The arc passage forming part 13 includes the load part arc passage 15 for providing an exit and entry passage of an arc and a protrusion part 11 adjacent to the load part arc passage 15. The protrusion part 11 may include a plurality of inclined parts 11 a and for example, may have a shape of a trigonal prism.
A moving path of the arc generated from the load part of the circuit breaker 1 is as follows.
An arc initially generated from the inner box 30 of the circuit breaker 1 passes through the load part arc exhaust port 12 and the arc, which passes through the load part arc exhaust port 12, passes through the load part arc passage 15 along the arc guide part 14 to be exhausted to an outside of the circuit breaker 1.
However, since the load part arc exhaust port 12 is spaced apart from the load part arc passage 15 and a configuration of continuously guiding the arc exhausted from the load part arc exhaust port 12 into the load part arc passage 15 does not exist, the arc, which passes through the load part arc exhaust port 12, is not rapidly exhausted to an outside of the circuit breaker 1 so that voltage leakage and reverse current phenomenons occur in the circuit breaker 1.
FIG. 3 is a view showing an arc exhaust structure of a power source part of a circuit breaker according to the related art.
Referring to FIG. 3, the arc exhaust structure of the circuit breaker includes an inner box 30, a power source arc exhaust port 25 connected to the inner box 30, a power source arc passage forming part 22 for guiding a movement of an arc passing through the power source arc exhaust port 25.
The power source arc passage forming part 22 includes a passage guide part 22 a having a round shape and a passage inclined part 22 b connected to the passage guide part 22 a and inclined at a predetermined angle. An arc may be exhausted into an outside of the circuit breaker 1 through a power source arc passage 21 which is an inner space in which the passage guide part 22 a and the passage inclined part 22 b.
A moving path of the arc generated from the power source part of the circuit breaker 1 is as follows
An arc initially generated from the inner box 30 of the circuit breaker 1 passes through the power source arc exhaust port 25 and the arc, which passes through the power source arc exhaust port 25, passes through the power source arc passage 21 to be exhausted into an outside of the circuit breaker 1.
However, since the power source arc exhaust port 25 is spaced apart from the power source arc passage 21 and a configuration of continuously guiding the arc exhausted from the power source arc exhaust port 25 into the power source arc passage 21 does not exist, the arc, which passes through the power source arc exhaust port 25, is not rapidly exhausted to an outside of the circuit breaker 1, so that voltage leakage and reverse current phenomenons may occur in the circuit breaker 1.

SUMMARY

The embodiment provides a circuit breaker in which an arc generated by operating the circuit breaker is rapidly exhausted so that a residual or leakage arc is minimized in the circuit breaker.
According to one embodiment, there is provided a circuit breaker including an inner box including an arc exhaust port for exhausting an arc generated in the inner box; an outer box receiving the inner box and including an arc passage for exhausting the arc from the exhaust port to an outside; and an arc guide part for guiding the arc from the arc exhaust port into the arc passage, wherein the arc guide part includes: an upper guide; a lower guide spaced apart from the upper guide; and a connecting part connecting the upper and lower guides to each other in a longitudinal direction.
According to another embodiment, there is provided a circuit breaker including an inner box including an arc exhaust port for exhausting an arc generated in the inner box; an outer box receiving the inner box and including an arc passage for exhausting the arc from the arc exhaust port to an outside; and an arc guide part having one side making contact with the arc exhaust port for guiding the arc from the arc exhaust port into the arc passage, wherein the arc guide part protrudes at a predetermined length from a portion making contact with the arc exhaust port to the arc passage.
The details of one or more embodiments are set forth in the accompanying drawings and the description below. Other features will be apparent from the description and drawings, and from the claims.

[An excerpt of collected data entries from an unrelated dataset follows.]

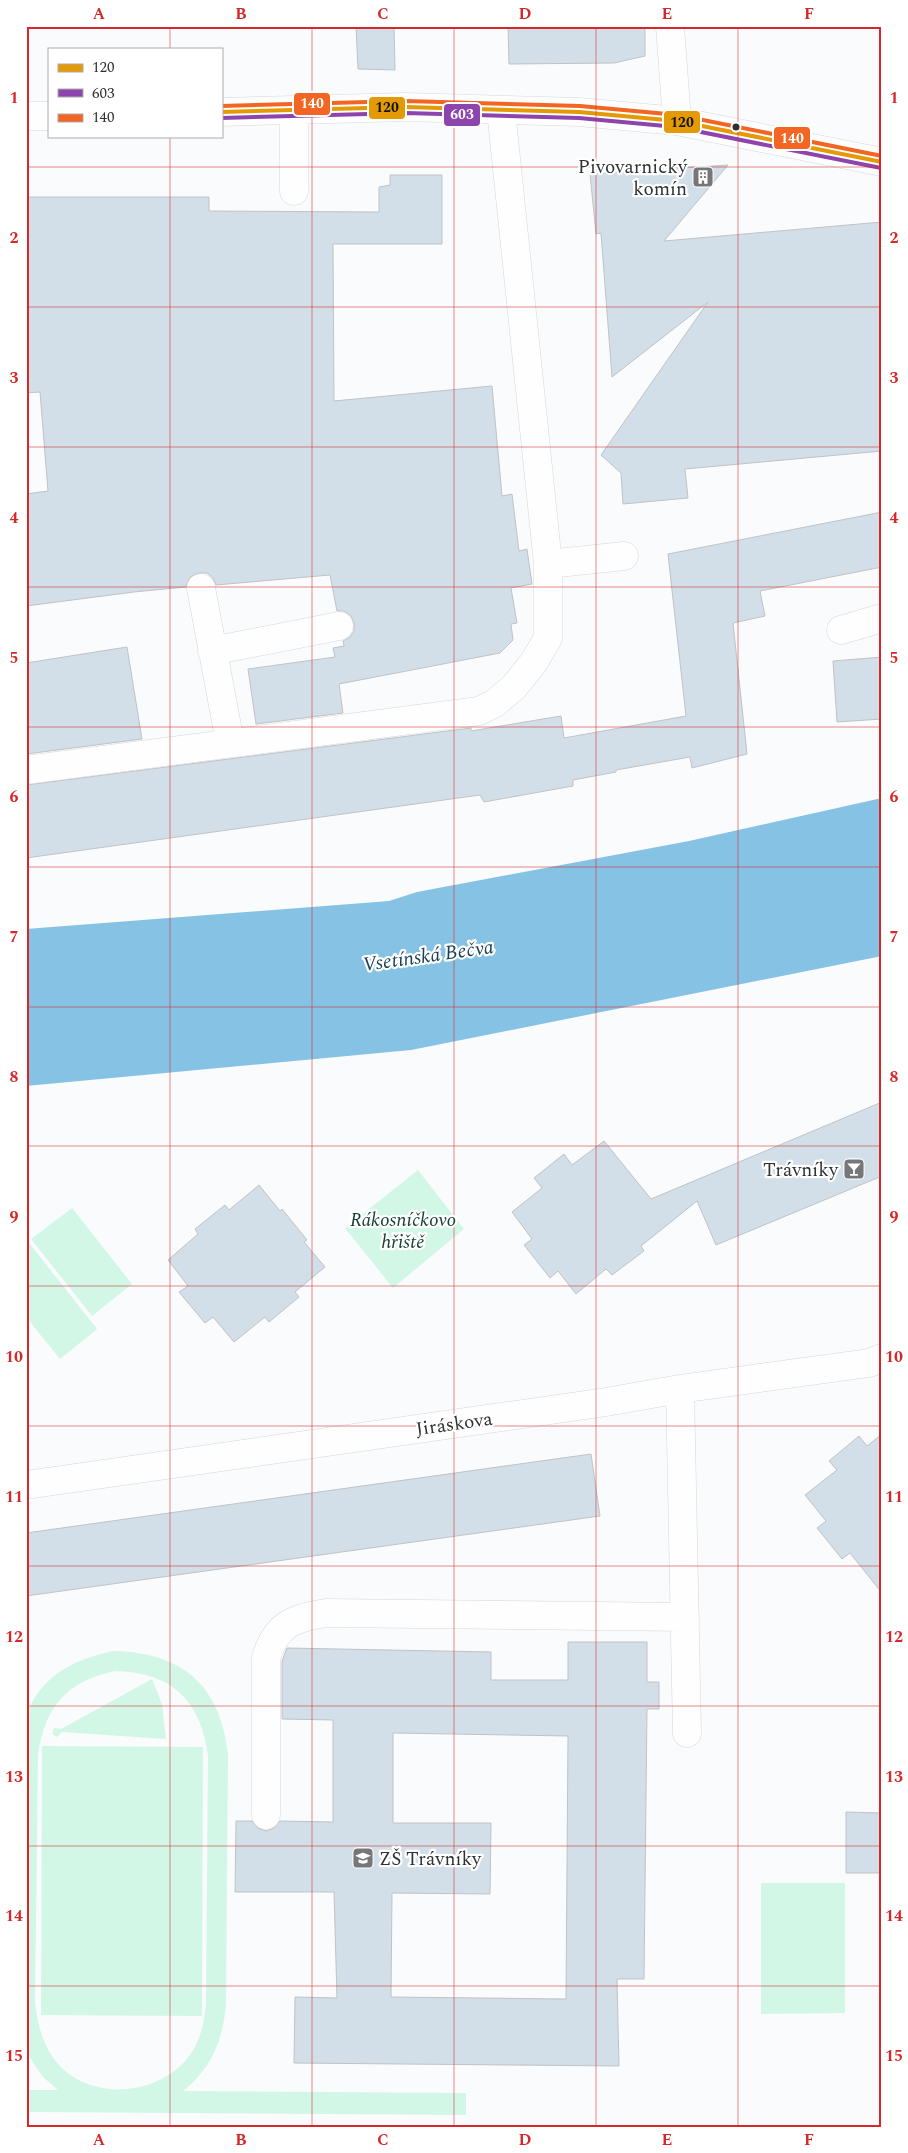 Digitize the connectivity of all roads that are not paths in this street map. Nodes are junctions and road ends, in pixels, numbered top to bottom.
1 (670, 26) edge
2 (294, 110) junction
3 (501, 110) junction
4 (222, 112) edge
5 (26, 116) edge
6 (48, 116) edge
7 (677, 122) junction
8 (882, 162) edge
9 (294, 191) dead end
10 (624, 556) dead end
11 (548, 564) junction
12 (201, 588) dead end
13 (882, 618) edge
14 (339, 626) dead end
15 (841, 630) dead end
16 (212, 651) junction
17 (230, 742) junction
18 (26, 770) edge
19 (882, 1358) edge
20 (680, 1389) junction
21 (26, 1485) edge
22 (685, 1616) junction
23 (687, 1733) dead end
24 (266, 1815) dead end

1 - 7 street
2 - 3 street
2 - 4 street
2 - 9 street
3 - 7 street
3 - 11 street
5 - 6 street
7 - 8 street
10 - 11 street
11 - 17 street
12 - 16 street
13 - 15 street
14 - 16 street
16 - 17 street
17 - 18 street
19 - 20 street, Jiráskova
20 - 21 street, Jiráskova
20 - 22 street
22 - 23 street
22 - 24 street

BRIEF DESCRIPTION OF THE DRAWINGS

FIG. 1 is a view showing a touch window according to the related art.

FIG. 2 is a view showing an exhaust port structure of a load part of a circuit breaker according to the related art.

FIG. 3 is a view showing an arc exhaust structure of a power source part of a circuit breaker according to the related art.

FIG. 4 is a perspective view showing a circuit breaker according to the embodiment.

FIG. 5 is a view of the circuit breaker when viewed at the load part of the circuit breaker.

FIG. 6 is a view showing the first arc exhaust structure according to an embodiment.

FIG. 7 is a perspective view showing the first arc exhaust structure according to an embodiment.

FIG. 8 is a perspective view showing a lower guide according to an embodiment.

FIG. 9 is a perspective view showing a bottom surface of a lower outer box before the lower outer box is assembled with a lower guide according to an embodiment.

FIG. 10 is an enlarged view of portion A in FIG. 9.

FIG. 11 is a perspective view showing a lower outer box after the lower outer box is assembled with a lower guide according to an embodiment.

FIG. 12 is a perspective view showing a lower surface of a lower outer box after the lower outer box is assembled with a lower guide according to an embodiment.

FIG. 13 is a view showing a circuit breaker when viewed from a power source part.

FIG. 14 is a view showing a second arc exhaust structure according to an embodiment.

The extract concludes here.